Some of the animation functions shown in the Script Lifecycle Flowchart are not Event functions that you can call; they are internal functions called when Unity processes your animation.

These functions have Profiler Markers, so you can use the Profiler to see when in the frame Unity calls them. Knowing when Unity calls these functions can help you understand exactly when the Event functions you do call are executed.

For example, suppose you call Animator.Play in the FireAnimationEvents callback. If you know that the FireAnimationEvents callback is fired only after the State Machine Update and Process Graph functions execute, you can anticipate that your animation clip will play on the next frame, and not right away.

  • State Machine Update: All state machines are evaluated at this step in the execution sequence. This step occurs only if there is a controller component (for example, AnimatorController or AnimatorOverrideController or AnimatorControllerPlayable) in the animation graph.
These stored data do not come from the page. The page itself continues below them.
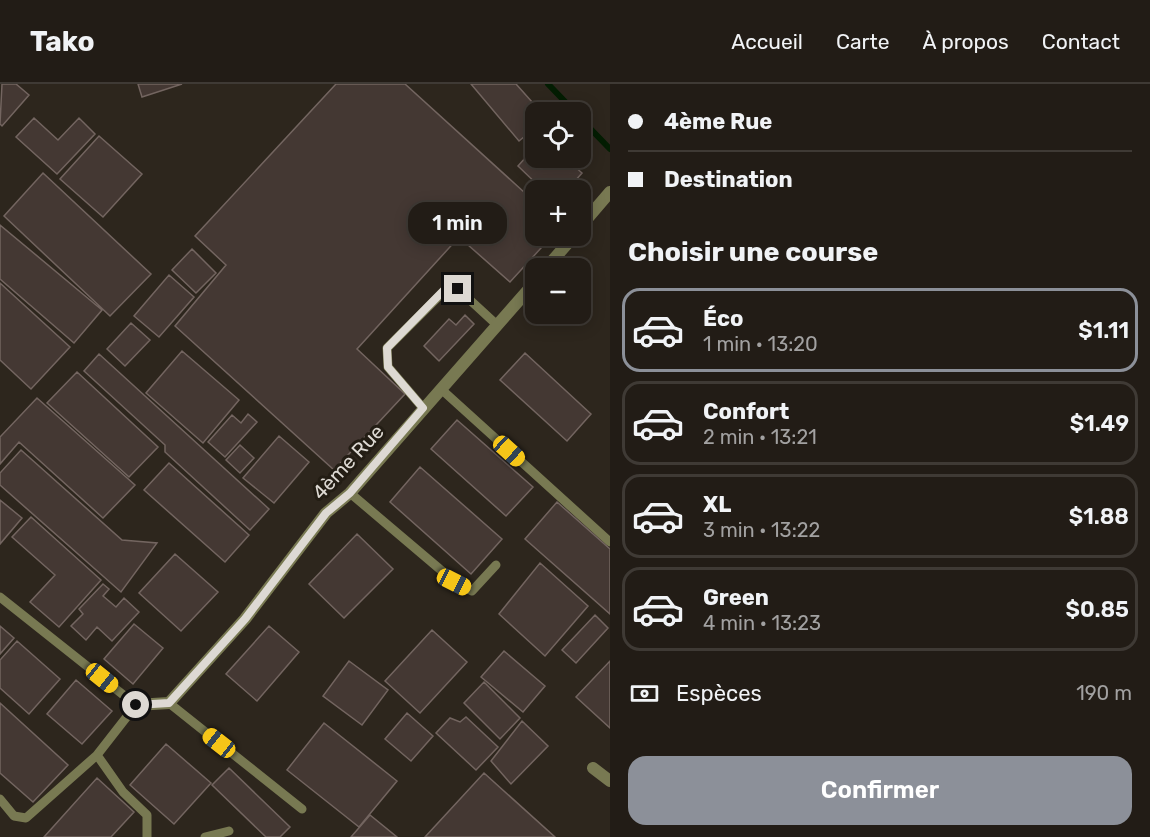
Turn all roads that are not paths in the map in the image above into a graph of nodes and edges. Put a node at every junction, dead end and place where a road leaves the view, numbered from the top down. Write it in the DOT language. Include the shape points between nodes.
graph roads {
  1 [pos="606,197"];
  2 [pos="591,214"];
  3 [pos="565,246"];
  4 [pos="555,258"];
  5 [pos="525,293"];
  6 [pos="496,324"];
  7 [pos="441,389"];
  8 [pos="423,408"];
  9 [pos="350,493"];
  10 [pos="610,542"];
  11 [pos="496,565"];
  12 [pos="0,597"];
  13 [pos="169,703"];
  14 [pos="136,705"];
  15 [pos="97,755"];
  16 [pos="593,768"];
  17 [pos="610,781"];
  18 [pos="0,799"];
  19 [pos="302,809"];
  20 [pos="229,831"];
  21 [pos="147,837"];
  22 [pos="205,837"];
  1 -- 2 [label="street"];
  3 -- 4 [label="street"];
  5 -- 6 [label="street, 4ème Rue"];
  6 -- 7 [label="street, 4ème Rue"];
  6 -- 8 [label="lane" via="458,289 448,286 387,348 388,367"];
  7 -- 8 [label="street, 4ème Rue"];
  7 -- 10 [label="lane"];
  8 -- 9 [label="street, 4ème Rue"];
  9 -- 11 [label="lane" via="454,582 472,591"];
  9 -- 13 [label="street, 4ème Rue" via="326,513 245,619"];
  12 -- 14 [label="lane"];
  13 -- 14 [label="street"];
  13 -- 19 [label="lane"];
  14 -- 15 [label="lane"];
  15 -- 18 [label="lane" via="26,818 14,816"];
  15 -- 21 [label="lane" via="123,792 147,815"];
  16 -- 17 [label="street"];
  20 -- 22 [label="lane"];
}
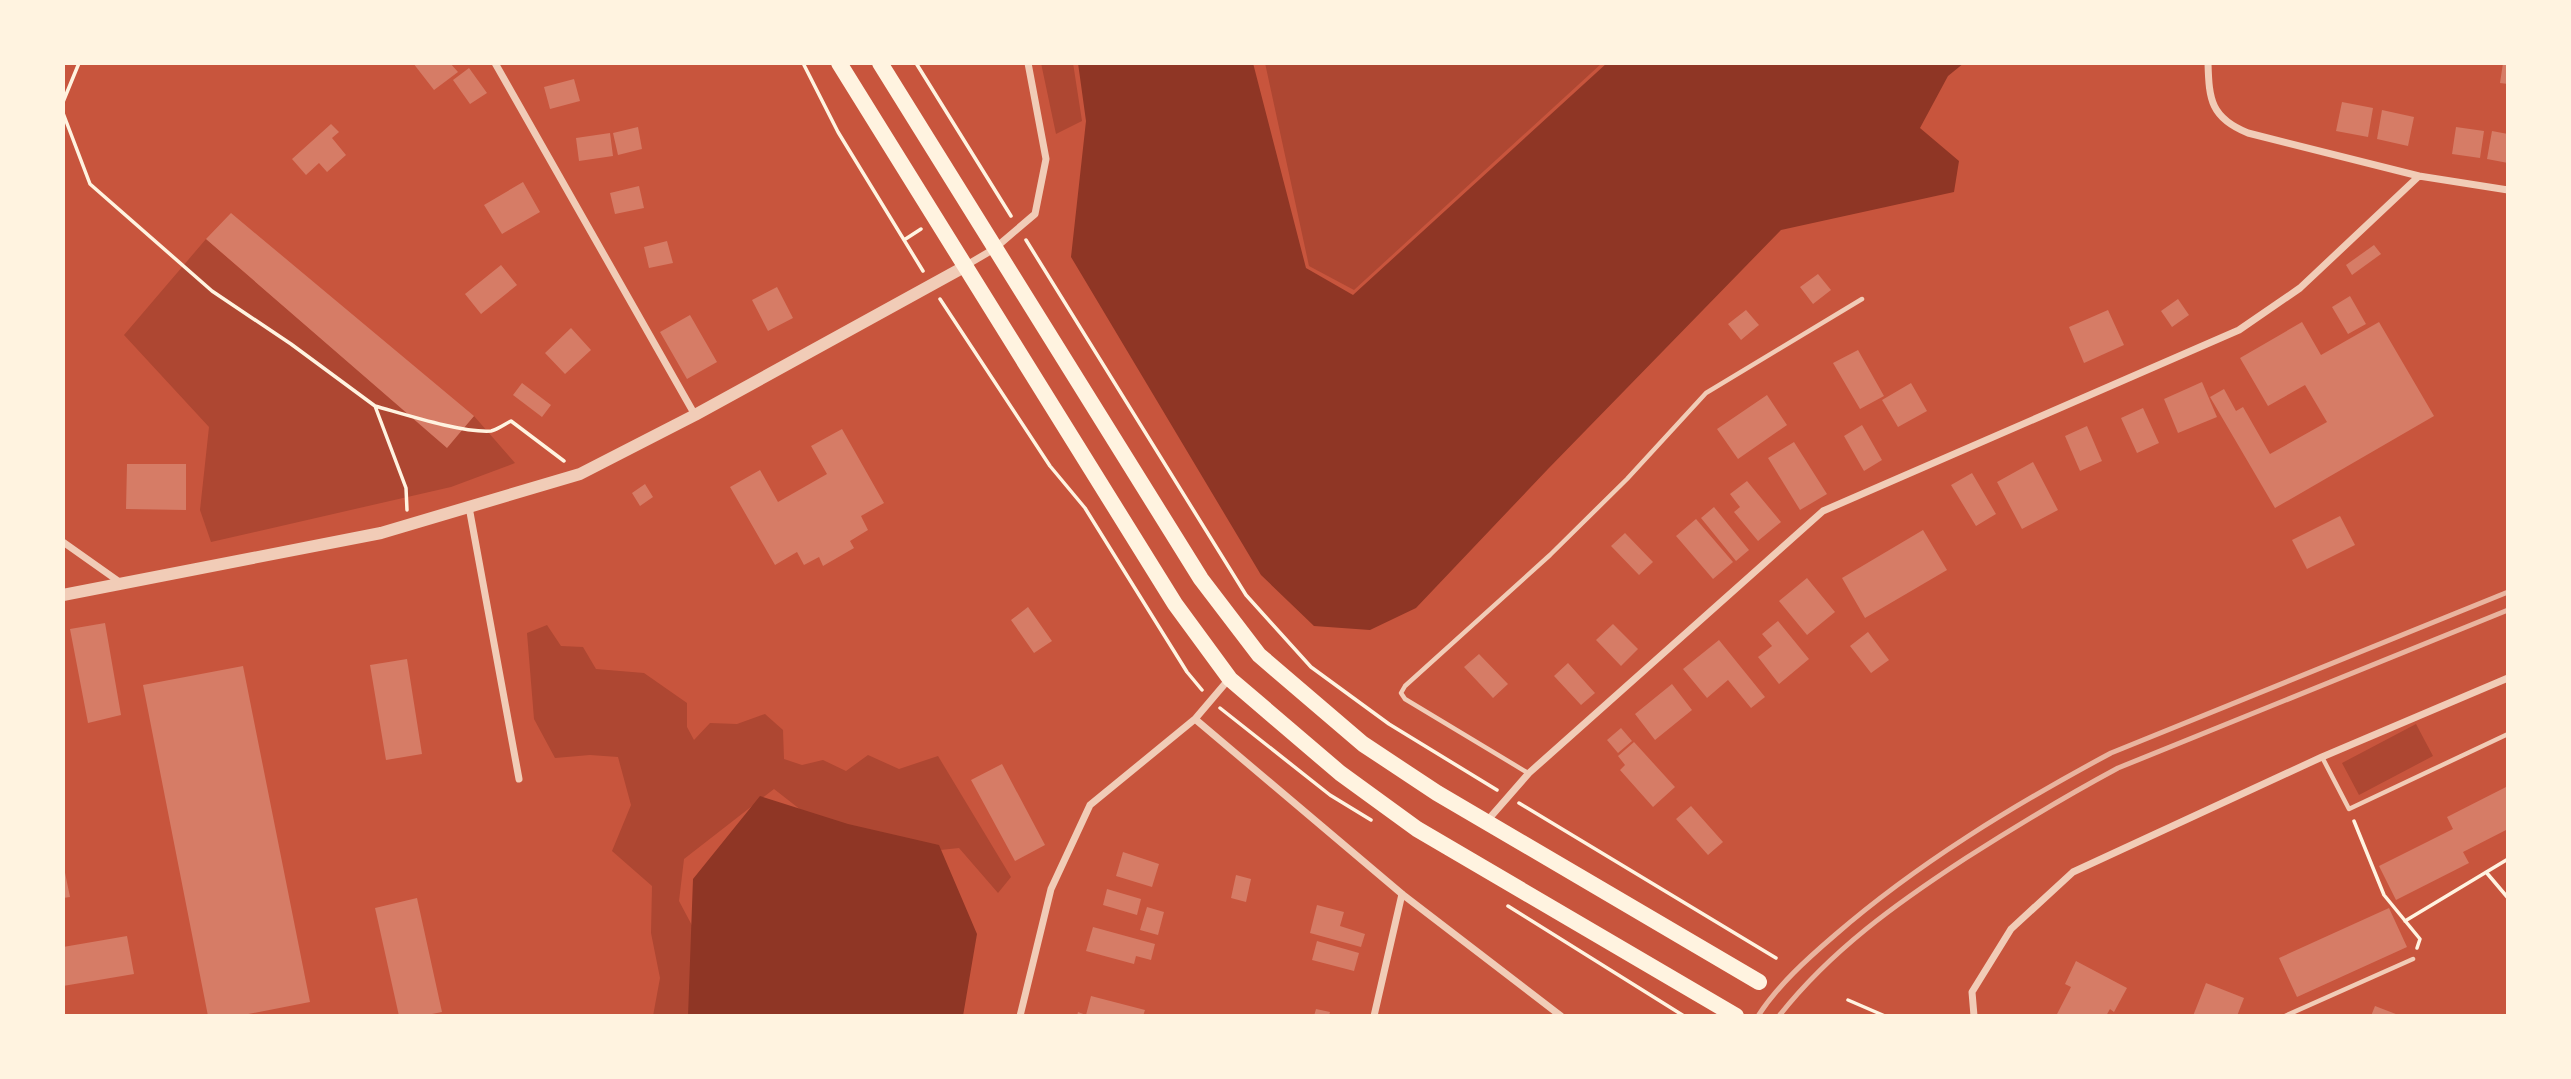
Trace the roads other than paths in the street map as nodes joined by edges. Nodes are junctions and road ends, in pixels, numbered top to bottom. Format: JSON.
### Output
{"nodes":[{"id":1,"x":495,"y":63,"type":"edge"},
{"id":2,"x":839,"y":63,"type":"edge"},
{"id":3,"x":880,"y":63,"type":"edge"},
{"id":4,"x":1028,"y":63,"type":"edge"},
{"id":5,"x":2208,"y":63,"type":"edge"},
{"id":6,"x":2419,"y":176,"type":"junction"},
{"id":7,"x":2508,"y":190,"type":"edge"},
{"id":8,"x":994,"y":249,"type":"junction"},
{"id":9,"x":964,"y":267,"type":"junction"},
{"id":10,"x":1862,"y":299,"type":"dead end"},
{"id":11,"x":695,"y":415,"type":"junction"},
{"id":12,"x":469,"y":507,"type":"junction"},
{"id":13,"x":63,"y":542,"type":"edge"},
{"id":14,"x":121,"y":584,"type":"junction"},
{"id":15,"x":63,"y":595,"type":"edge"},
{"id":16,"x":2508,"y":678,"type":"edge"},
{"id":17,"x":1230,"y":679,"type":"junction"},
{"id":18,"x":1195,"y":719,"type":"junction"},
{"id":19,"x":2508,"y":734,"type":"edge"},
{"id":20,"x":2322,"y":757,"type":"junction"},
{"id":21,"x":1529,"y":774,"type":"junction"},
{"id":22,"x":519,"y":779,"type":"dead end"},
{"id":23,"x":1487,"y":821,"type":"junction"},
{"id":24,"x":1402,"y":894,"type":"junction"},
{"id":25,"x":2413,"y":959,"type":"road end"},
{"id":26,"x":1759,"y":982,"type":"dead end"},
{"id":27,"x":1020,"y":1016,"type":"edge"},
{"id":28,"x":1374,"y":1016,"type":"edge"},
{"id":29,"x":1561,"y":1016,"type":"edge"},
{"id":30,"x":1736,"y":1016,"type":"edge"},
{"id":31,"x":1974,"y":1016,"type":"edge"},
{"id":32,"x":2285,"y":1016,"type":"edge"}],
"edges":[{"from":1,"to":11,"type":"street"},
{"from":2,"to":9,"type":"main road"},
{"from":3,"to":8,"type":"main road"},
{"from":4,"to":8,"type":"street"},
{"from":5,"to":6,"type":"street"},
{"from":6,"to":7,"type":"street"},
{"from":6,"to":21,"type":"street"},
{"from":8,"to":9,"type":"street"},
{"from":8,"to":23,"type":"main road"},
{"from":9,"to":11,"type":"street"},
{"from":9,"to":17,"type":"main road"},
{"from":10,"to":21,"type":"lane"},
{"from":11,"to":12,"type":"street"},
{"from":12,"to":14,"type":"street"},
{"from":12,"to":22,"type":"street"},
{"from":13,"to":14,"type":"street"},
{"from":14,"to":15,"type":"street"},
{"from":16,"to":20,"type":"street"},
{"from":17,"to":18,"type":"street"},
{"from":17,"to":30,"type":"main road"},
{"from":18,"to":24,"type":"street"},
{"from":18,"to":27,"type":"street"},
{"from":19,"to":20,"type":"lane"},
{"from":20,"to":31,"type":"street"},
{"from":21,"to":23,"type":"street"},
{"from":23,"to":26,"type":"main road"},
{"from":24,"to":28,"type":"street"},
{"from":24,"to":29,"type":"street"},
{"from":25,"to":32,"type":"lane"}]}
    Note: State machine evaluation is normally multithreaded, but adding certain callbacks (for example OnStateMachineEnter and OnStateMachineExit) disables multithreading. See Animation update loop above for details.

  • ProcessGraph: Evaluates all animation graphs. This includes sampling all animation clips that need to be evaluated, and computing Root Motion.

  • ProcessAnimation: Blends the results of the animation graph.

  • WriteTransforms: Writes all animated transforms to the scene from a worker thread.

    A Humanoid rig with multiple layers that have IK pass enabled can have multiple WriteTransforms passes (See the Script Lifecycle Flowchart.

Rendering

  • OnPreCull: Called before the camera culls the scene. Culling determines which objects are visible to the camera. OnPreCull is called just before culling takes place.
  • OnBecameVisible/OnBecameInvisible: Called when an object becomes visible/invisible to any camera.
  • OnWillRenderObject: Called once for each camera if the object is visible.
  • OnPreRender: Called before the camera starts rendering the scene.
  • OnRenderObject: Called after all regular scene rendering is done. You can use GL class or Graphics.DrawMeshNow to draw custom geometry at this point.
  • OnPostRender: Called after a camera finishes rendering the scene.
  • OnRenderImage: Called after scene rendering is complete to allow post-processing of the image, see Post-processing Effects.
  • OnGUI: Called multiple times per frame in response to GUI events. The Layout and Repaint events are processed first, followed by a Layout and keyboard/mouse event for each input event.
  • OnDrawGizmos Used for drawing Gizmos in the scene view for visualisation purposes.

Coroutines

Normal coroutine updates are run after the Update function returns. A coroutine is a function that can suspend its execution (yield) until the given YieldInstruction finishes. Different uses of Coroutines:

  • yield The coroutine will continue after all Update functions have been called on the next frame.
  • yield WaitForSeconds Continue after a specified time delay, after all Update functions have been called for the frame.
  • yield WaitForFixedUpdate Continue after all FixedUpdate has been called on all scripts. If the coroutine yielded before FixedUpdate, then it resumes after FixedUpdate in the current frame.
  • yield WWW Continue after a WWW download has completed.
  • yield StartCoroutine Chains the coroutine, and will wait for the MyFunc coroutine to complete first.

When the Object is destroyed

  • OnDestroy: This function is called after all frame updates for the last frame of the object’s existence (the object might be destroyed in response to Object.Destroy or at the closure of a scene).

When quitting

These functions get called on all the active objects in your scene:

  • OnApplicationQuit: This function is called on all game objects before the application is quit. In the editor it is called when the user stops playmode.
  • OnDisable: This function is called when the behaviour becomes disabled or inactive.